Reconstructing a SuperGeneTree minimizing reconciliation.

Abstract

Combining a set of trees on partial datasets into a single tree is a classical method for inferring large phylogenetic trees. Ideally, the combined tree should display each input partial tree, which is only possible if input trees do not contain contradictory phylogenetic information. The simplest version of the supertree problem is thus to state whether a set of trees is compatible, and if so, construct a tree displaying them all. Classically, supertree methods have been applied to the reconstruction of species trees. Here we rather consider reconstructing a super gene tree in light of a known species tree S. We define the supergenetree problem as finding, among all supertrees displaying a set of input gene trees, one supertree minimizing a reconciliation distance with S. We first show how classical exact methods to the supertree problem can be extended to the supergenetree problem.

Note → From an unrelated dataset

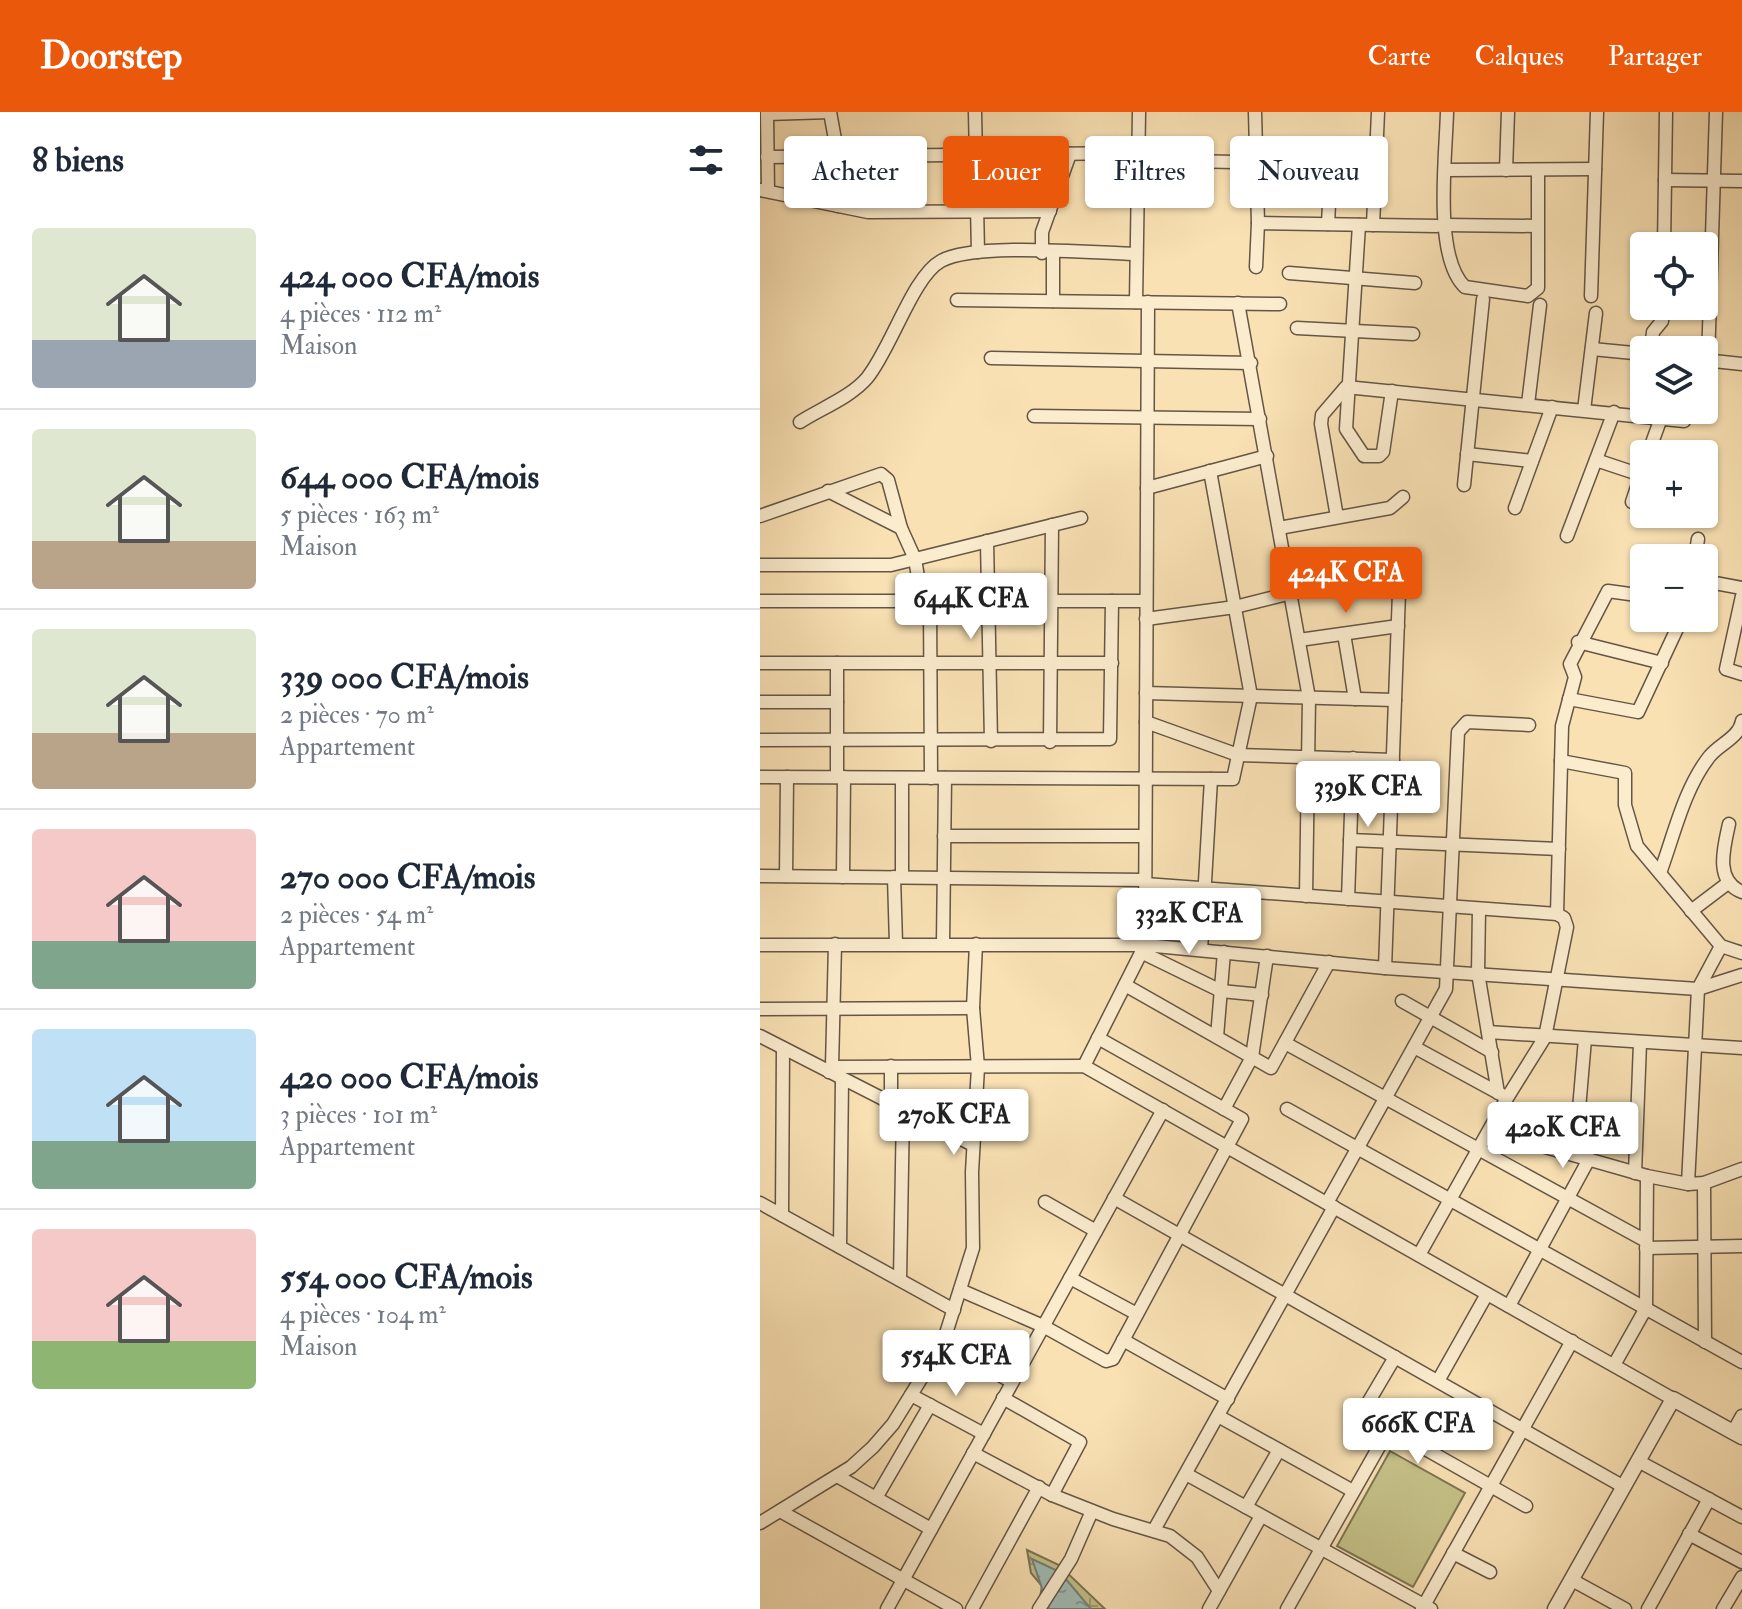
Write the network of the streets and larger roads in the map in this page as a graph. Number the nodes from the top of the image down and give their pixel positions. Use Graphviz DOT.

As all these methods are highly exponential, we also exhibit a natural greedy heuristic for the duplication cost, based on minimizing the set of duplications preceding the first speciation event. We then show that both the supergenetree problem and its restriction to minimizing duplications preceding the first speciation are NP-hard to approximate within a n1-ϵ factor, for any 0 < ϵ < 1. Finally, we show that a restriction of this problem to uniquely labeled speciation gene trees, which is relevant to many biological applications, is also NP-hard. Therefore, we introduce new avenues in the field of supertrees, and set the theoretical basis for the exploration of various algorithmic aspects of the problems.